### Records provided ###
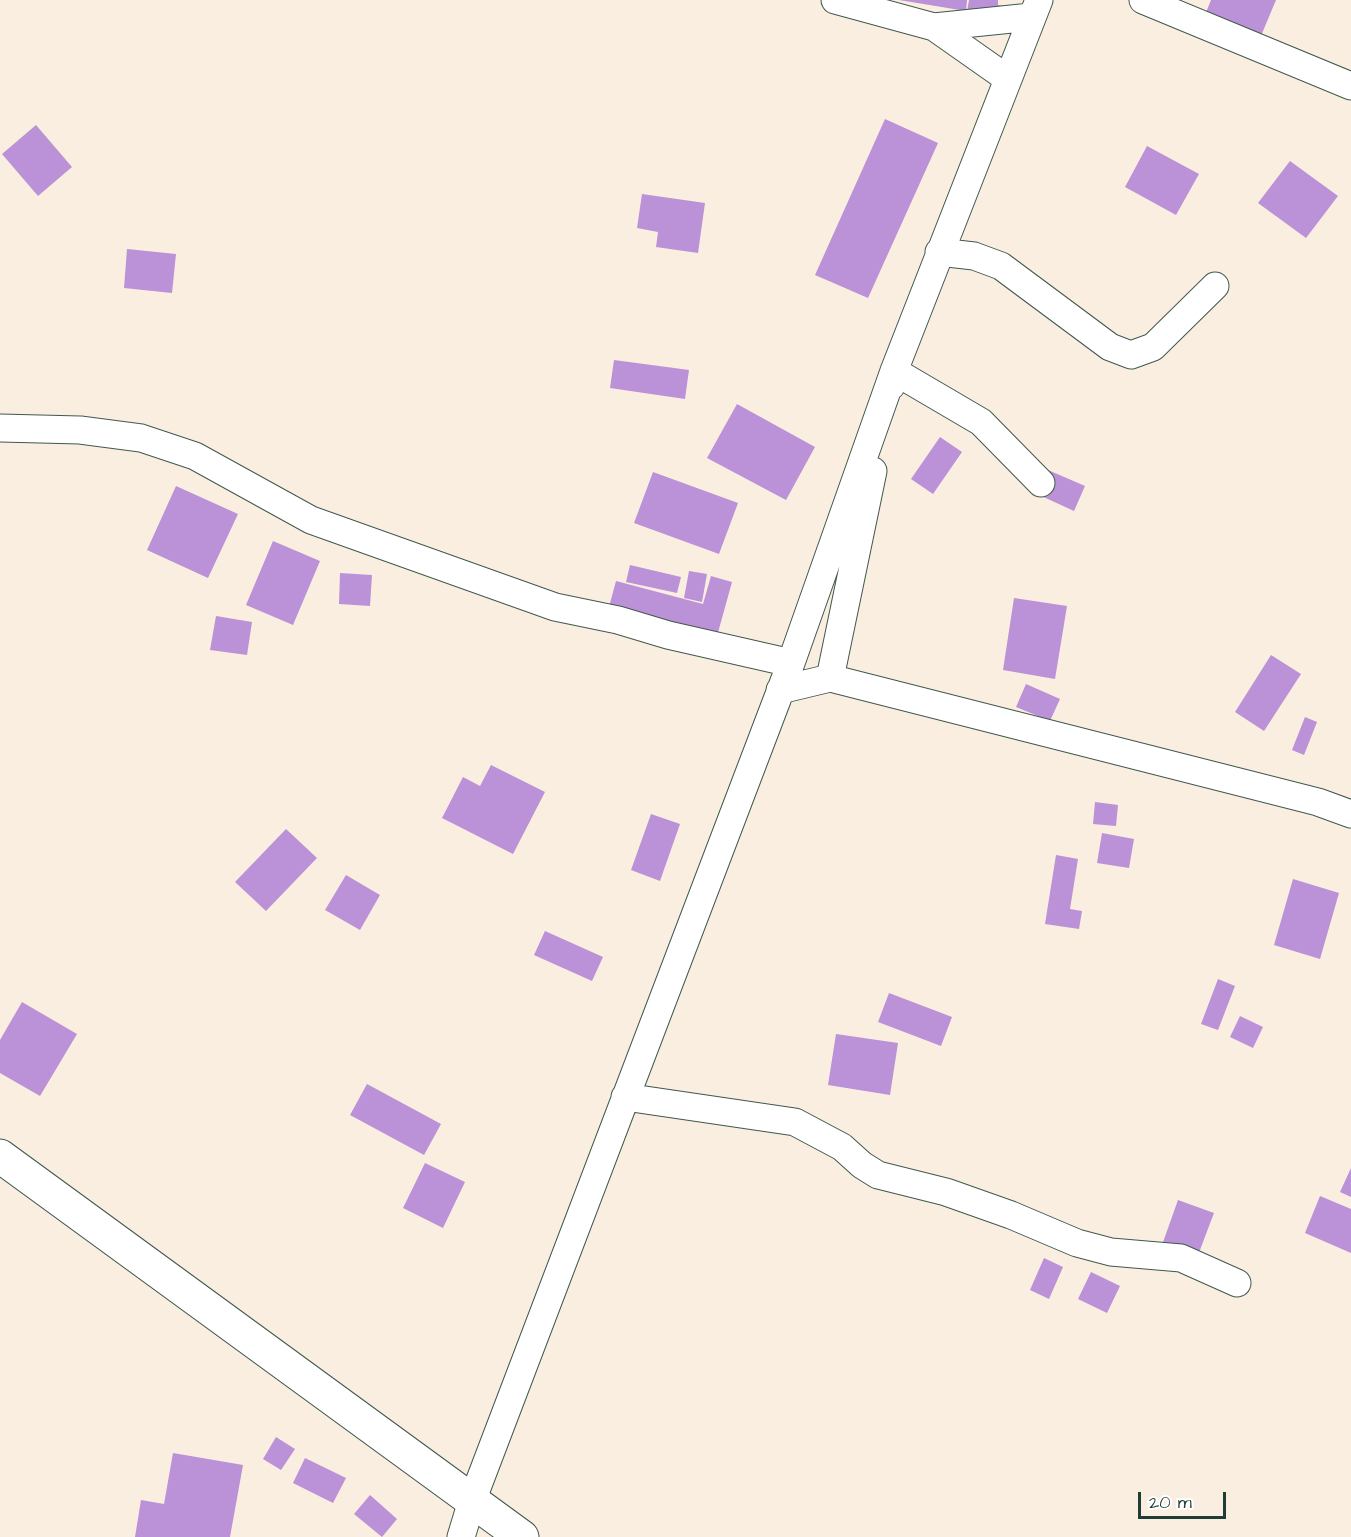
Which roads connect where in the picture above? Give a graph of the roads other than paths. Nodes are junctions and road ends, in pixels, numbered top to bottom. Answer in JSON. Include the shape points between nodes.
{"nodes":[{"id":1,"x":835,"y":0,"type":"edge"},
{"id":2,"x":1143,"y":0,"type":"edge"},
{"id":3,"x":1035,"y":8,"type":"edge"},
{"id":4,"x":934,"y":27,"type":"junction"},
{"id":5,"x":1008,"y":79,"type":"junction"},
{"id":6,"x":1351,"y":86,"type":"edge"},
{"id":7,"x":939,"y":252,"type":"junction"},
{"id":8,"x":1215,"y":286,"type":"dead end"},
{"id":9,"x":894,"y":371,"type":"junction"},
{"id":10,"x":0,"y":428,"type":"edge"},
{"id":11,"x":1041,"y":483,"type":"dead end"},
{"id":12,"x":790,"y":663,"type":"junction"},
{"id":13,"x":830,"y":678,"type":"junction"},
{"id":14,"x":780,"y":690,"type":"junction"},
{"id":15,"x":1351,"y":814,"type":"edge"},
{"id":16,"x":625,"y":1097,"type":"junction"},
{"id":17,"x":0,"y":1156,"type":"edge"},
{"id":18,"x":1237,"y":1283,"type":"dead end"},
{"id":19,"x":472,"y":1501,"type":"junction"},
{"id":20,"x":461,"y":1537,"type":"edge"},
{"id":21,"x":522,"y":1537,"type":"edge"}],
"edges":[{"from":1,"to":4,"type":"street"},
{"from":2,"to":6,"type":"street"},
{"from":3,"to":4,"type":"street"},
{"from":3,"to":5,"type":"street"},
{"from":4,"to":5,"type":"street"},
{"from":5,"to":7,"type":"street"},
{"from":7,"to":8,"type":"street","via":[[974,256],[1001,266],[1110,346],[1131,355],[1153,347]]},
{"from":7,"to":9,"type":"street"},
{"from":9,"to":11,"type":"street","via":[[981,422]]},
{"from":9,"to":12,"type":"street"},
{"from":9,"to":13,"type":"street"},
{"from":10,"to":12,"type":"street","via":[[80,430],[141,438],[195,456],[310,520],[555,607]]},
{"from":12,"to":14,"type":"street"},
{"from":13,"to":14,"type":"street"},
{"from":13,"to":15,"type":"street","via":[[1318,802]]},
{"from":14,"to":16,"type":"street"},
{"from":16,"to":18,"type":"street","via":[[795,1122],[842,1147],[878,1175],[946,1192],[1077,1243],[1111,1252],[1180,1258]]},
{"from":16,"to":19,"type":"street"},
{"from":17,"to":19,"type":"street"},
{"from":19,"to":20,"type":"street"},
{"from":19,"to":21,"type":"street"}]}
###
* _Exercise prompt_: Your copy of the data above should match it exactly, apart from the images.

* _Exercise result_:
Which roads connect where in the picture above? Give a graph of the roads other than paths. Nodes are junctions and road ends, in pixels, numbered top to bottom. Answer in JSON. Include the shape points between nodes.
{"nodes":[{"id":1,"x":835,"y":0,"type":"edge"},
{"id":2,"x":1143,"y":0,"type":"edge"},
{"id":3,"x":1035,"y":8,"type":"edge"},
{"id":4,"x":934,"y":27,"type":"junction"},
{"id":5,"x":1008,"y":79,"type":"junction"},
{"id":6,"x":1351,"y":86,"type":"edge"},
{"id":7,"x":939,"y":252,"type":"junction"},
{"id":8,"x":1215,"y":286,"type":"dead end"},
{"id":9,"x":894,"y":371,"type":"junction"},
{"id":10,"x":0,"y":428,"type":"edge"},
{"id":11,"x":1041,"y":483,"type":"dead end"},
{"id":12,"x":790,"y":663,"type":"junction"},
{"id":13,"x":830,"y":678,"type":"junction"},
{"id":14,"x":780,"y":690,"type":"junction"},
{"id":15,"x":1351,"y":814,"type":"edge"},
{"id":16,"x":625,"y":1097,"type":"junction"},
{"id":17,"x":0,"y":1156,"type":"edge"},
{"id":18,"x":1237,"y":1283,"type":"dead end"},
{"id":19,"x":472,"y":1501,"type":"junction"},
{"id":20,"x":461,"y":1537,"type":"edge"},
{"id":21,"x":522,"y":1537,"type":"edge"}],
"edges":[{"from":1,"to":4,"type":"street"},
{"from":2,"to":6,"type":"street"},
{"from":3,"to":4,"type":"street"},
{"from":3,"to":5,"type":"street"},
{"from":4,"to":5,"type":"street"},
{"from":5,"to":7,"type":"street"},
{"from":7,"to":8,"type":"street","via":[[974,256],[1001,266],[1110,346],[1131,355],[1153,347]]},
{"from":7,"to":9,"type":"street"},
{"from":9,"to":11,"type":"street","via":[[981,422]]},
{"from":9,"to":12,"type":"street"},
{"from":9,"to":13,"type":"street"},
{"from":10,"to":12,"type":"street","via":[[80,430],[141,438],[195,456],[310,520],[555,607]]},
{"from":12,"to":14,"type":"street"},
{"from":13,"to":14,"type":"street"},
{"from":13,"to":15,"type":"street","via":[[1318,802]]},
{"from":14,"to":16,"type":"street"},
{"from":16,"to":18,"type":"street","via":[[795,1122],[842,1147],[878,1175],[946,1192],[1077,1243],[1111,1252],[1180,1258]]},
{"from":16,"to":19,"type":"street"},
{"from":17,"to":19,"type":"street"},
{"from":19,"to":20,"type":"street"},
{"from":19,"to":21,"type":"street"}]}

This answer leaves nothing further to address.